Tiger Lily
Page 14
Faeries can’t speak to each other, but of course we read each other’s thoughts. Mirabella was thinking that I’d been gone long enough. And I was thinking I needed to stay, to look after Tiger Lily and Peter, especially now. To Mirabella, I knew, it seemed pathetic. She was convinced they didn’t deserve me; they didn’t notice me enough for me to even be able to help them, or warn them, she reasoned.
But my mind was made up. Mirabella lingered for a few minutes, waiting for me to regain my sanity. She sat on a twig and glowered at me. But finally, she flew off, annoyed. I flew off to find Tiger Lily, who was down by the river.
Aunt Sticky Feet was trying on shawls. Phillip had found them on the beach, washed up from the shipwreck, and she had dried them—moldy and threadbare though they were—by the fire.
“Do I look like an English lady?” she asked. Tiger Lily, sitting beside Moon Eye and Phillip on a rock, nodded. Beside her, Moon Eye was quiet, and picked at the threads between her hands.
“Are most people dressed English in heaven?” Aunt Sticky Feet asked.
Phillip laughed. “Well, it doesn’t matter,” he said. “It’s what’s in your heart that matters.”
“What about if, in your heart, you wish bad on someone else?” Moon Eye asked, surprising everyone. She barely ever talked to Phillip. “Does that mean you can’t go to heaven?”
They all looked at Moon Eye for a moment. She looked around at them, then said, by way of explaining, “If someone is a bad person?”
“It’s not for you to judge someone else,” Phillip said. “Judging isn’t what God created us to do.” Moon Eye took this in.
“But you judge Tik Tok for wearing dresses,” Tiger Lily said. “You don’t think God created him to dress like a woman.”
Phillip looked sad. “We all have roles, Tiger Lily. You are a woman and you have a role. I as a man have a role. We all have to be the best we can be at the roles we have. We can’t decide to switch. I feel sad for Tik Tok’s confusion, but I know he will find his way.”
Tiger Lily considered this. It didn’t fully make sense to her. “But Tik Tok believes everything’s circular, including men and women. He says nature seems to go around and around, and that we all have bits of everything.”
Phillip smiled. “There is a beginning and an end,” he said with certainty.
Tiger Lily tried to picture God in heaven, making laws and having things end with him. It didn’t seem circular at all.
Later that afternoon, she walked into Tik Tok’s house and sat on the floor. He was sitting with his eyes closed, smoking his pipe.

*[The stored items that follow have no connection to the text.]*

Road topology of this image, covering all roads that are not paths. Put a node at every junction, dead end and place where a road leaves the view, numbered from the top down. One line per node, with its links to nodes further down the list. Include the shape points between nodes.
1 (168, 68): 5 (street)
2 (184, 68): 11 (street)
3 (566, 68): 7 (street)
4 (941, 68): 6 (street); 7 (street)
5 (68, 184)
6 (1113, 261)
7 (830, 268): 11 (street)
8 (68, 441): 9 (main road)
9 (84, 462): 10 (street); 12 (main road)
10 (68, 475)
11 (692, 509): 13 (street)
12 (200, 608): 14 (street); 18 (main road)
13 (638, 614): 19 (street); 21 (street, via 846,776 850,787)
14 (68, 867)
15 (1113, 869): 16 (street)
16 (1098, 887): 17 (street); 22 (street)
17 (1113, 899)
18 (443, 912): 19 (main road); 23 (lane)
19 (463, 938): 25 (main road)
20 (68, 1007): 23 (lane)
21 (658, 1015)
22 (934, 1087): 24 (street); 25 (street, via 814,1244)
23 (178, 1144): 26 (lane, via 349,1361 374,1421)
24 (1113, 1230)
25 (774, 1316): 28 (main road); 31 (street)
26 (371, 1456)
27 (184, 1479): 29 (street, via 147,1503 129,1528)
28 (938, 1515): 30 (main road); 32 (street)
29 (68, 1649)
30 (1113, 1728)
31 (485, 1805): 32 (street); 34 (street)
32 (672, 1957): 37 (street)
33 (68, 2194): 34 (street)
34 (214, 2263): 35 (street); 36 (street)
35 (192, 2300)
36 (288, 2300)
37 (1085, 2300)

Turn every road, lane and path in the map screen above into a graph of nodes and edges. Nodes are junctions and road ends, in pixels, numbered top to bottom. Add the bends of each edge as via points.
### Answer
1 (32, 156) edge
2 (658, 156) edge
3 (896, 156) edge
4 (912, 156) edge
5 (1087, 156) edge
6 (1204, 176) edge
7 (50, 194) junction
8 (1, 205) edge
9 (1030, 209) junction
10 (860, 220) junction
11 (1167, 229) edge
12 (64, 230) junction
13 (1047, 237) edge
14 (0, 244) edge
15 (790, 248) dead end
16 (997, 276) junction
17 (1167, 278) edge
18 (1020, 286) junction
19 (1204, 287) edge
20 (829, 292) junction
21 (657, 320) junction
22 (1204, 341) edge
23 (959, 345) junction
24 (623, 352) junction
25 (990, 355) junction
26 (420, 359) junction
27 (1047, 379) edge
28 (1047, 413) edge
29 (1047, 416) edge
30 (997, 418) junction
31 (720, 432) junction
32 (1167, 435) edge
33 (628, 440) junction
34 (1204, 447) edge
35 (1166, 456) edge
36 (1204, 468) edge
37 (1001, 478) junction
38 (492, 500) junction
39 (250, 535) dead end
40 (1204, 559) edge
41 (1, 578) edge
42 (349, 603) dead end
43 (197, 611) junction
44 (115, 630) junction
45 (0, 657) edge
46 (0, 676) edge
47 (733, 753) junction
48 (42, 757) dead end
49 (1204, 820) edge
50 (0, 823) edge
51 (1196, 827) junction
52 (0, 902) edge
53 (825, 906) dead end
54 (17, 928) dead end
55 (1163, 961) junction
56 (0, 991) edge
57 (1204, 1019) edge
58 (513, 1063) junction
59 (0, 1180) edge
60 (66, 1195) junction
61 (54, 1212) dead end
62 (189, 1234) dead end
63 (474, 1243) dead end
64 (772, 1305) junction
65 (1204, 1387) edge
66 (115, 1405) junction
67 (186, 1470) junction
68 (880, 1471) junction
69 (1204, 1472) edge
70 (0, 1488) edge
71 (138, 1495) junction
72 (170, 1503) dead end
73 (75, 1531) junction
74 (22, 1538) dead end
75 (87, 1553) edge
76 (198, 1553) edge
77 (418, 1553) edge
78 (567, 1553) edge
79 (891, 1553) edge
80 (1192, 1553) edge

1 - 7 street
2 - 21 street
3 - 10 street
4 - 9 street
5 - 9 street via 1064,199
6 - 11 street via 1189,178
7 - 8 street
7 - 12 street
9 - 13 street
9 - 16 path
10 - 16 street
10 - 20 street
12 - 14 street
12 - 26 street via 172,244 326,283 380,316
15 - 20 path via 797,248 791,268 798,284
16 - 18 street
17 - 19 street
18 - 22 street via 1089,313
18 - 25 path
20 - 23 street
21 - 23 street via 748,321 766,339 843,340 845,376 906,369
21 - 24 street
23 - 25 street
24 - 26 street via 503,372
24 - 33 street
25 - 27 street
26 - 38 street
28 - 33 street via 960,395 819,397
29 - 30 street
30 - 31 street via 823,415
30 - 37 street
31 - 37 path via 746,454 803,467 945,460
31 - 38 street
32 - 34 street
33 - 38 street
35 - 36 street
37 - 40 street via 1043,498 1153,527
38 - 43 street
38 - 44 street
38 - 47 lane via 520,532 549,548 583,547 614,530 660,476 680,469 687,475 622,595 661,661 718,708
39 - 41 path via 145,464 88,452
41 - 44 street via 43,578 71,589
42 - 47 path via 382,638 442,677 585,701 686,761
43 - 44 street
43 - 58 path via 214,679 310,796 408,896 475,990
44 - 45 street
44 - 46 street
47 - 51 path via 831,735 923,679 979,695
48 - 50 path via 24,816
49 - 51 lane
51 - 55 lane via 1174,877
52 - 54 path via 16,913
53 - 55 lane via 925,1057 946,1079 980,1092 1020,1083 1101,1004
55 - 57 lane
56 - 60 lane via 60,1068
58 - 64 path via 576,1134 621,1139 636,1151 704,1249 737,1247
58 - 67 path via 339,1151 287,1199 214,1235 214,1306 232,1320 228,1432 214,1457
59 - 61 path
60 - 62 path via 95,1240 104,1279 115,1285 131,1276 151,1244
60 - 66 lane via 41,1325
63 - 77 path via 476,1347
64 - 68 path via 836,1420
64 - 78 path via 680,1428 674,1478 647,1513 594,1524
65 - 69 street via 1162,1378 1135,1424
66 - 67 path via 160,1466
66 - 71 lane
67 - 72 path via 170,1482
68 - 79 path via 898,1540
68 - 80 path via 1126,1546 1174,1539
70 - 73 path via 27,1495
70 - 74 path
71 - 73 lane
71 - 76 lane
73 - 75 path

He had done his hair in an ingenious crisscross pattern down his back, but messier than usual.
He was puffing on his pipe. Tiger Lily smiled. “Phillip says smoking is a sin.”
He seemed to ruminate on this. “I don’t believe it. I don’t even believe in that good and evil. Oh—”
He had burned his finger holding the edge of his pipe. He looked at her sheepishly. “That felt evil.” He settled back down, blew smoke from his pipe. “Maybe it’s easier,” he said, “to believe what someone else says is absolutely right.”
“He thinks you shouldn’t wear women’s clothes.”
This was no surprise to Tik Tok. He had known it for quite some time. He was quiet for a few moments, then turned to Tiger Lily. “Maybe you should talk to him.”
“Me?” Tik Tok had never asked her for anything. It took her by surprise.
“He won’t listen to me. Of course,” he said with a weary smile, “we may both be too much like women for him to listen to either one. The only God is a man, apparently.” He smiled wryly, but sadly.
Seeing Tiger Lily’s concern, he patted her hand. “Don’t worry,” he said, laying down his pipe and arranging things. “I trust this village. Everyone will figure it out for themselves. But”—he looked at her and for a moment, the veil of his confidence lifted and revealed a foreign uncertainty underneath—“maybe you could say something for me. Just in case.” It was such an uncharacteristic request that Tiger Lily didn’t know what to say.
“Tik Tok …” She looked around the room, feeling nervous. “Do you ever think Phillip is right? Do you think maybe it’s better if you don’t wear dresses?”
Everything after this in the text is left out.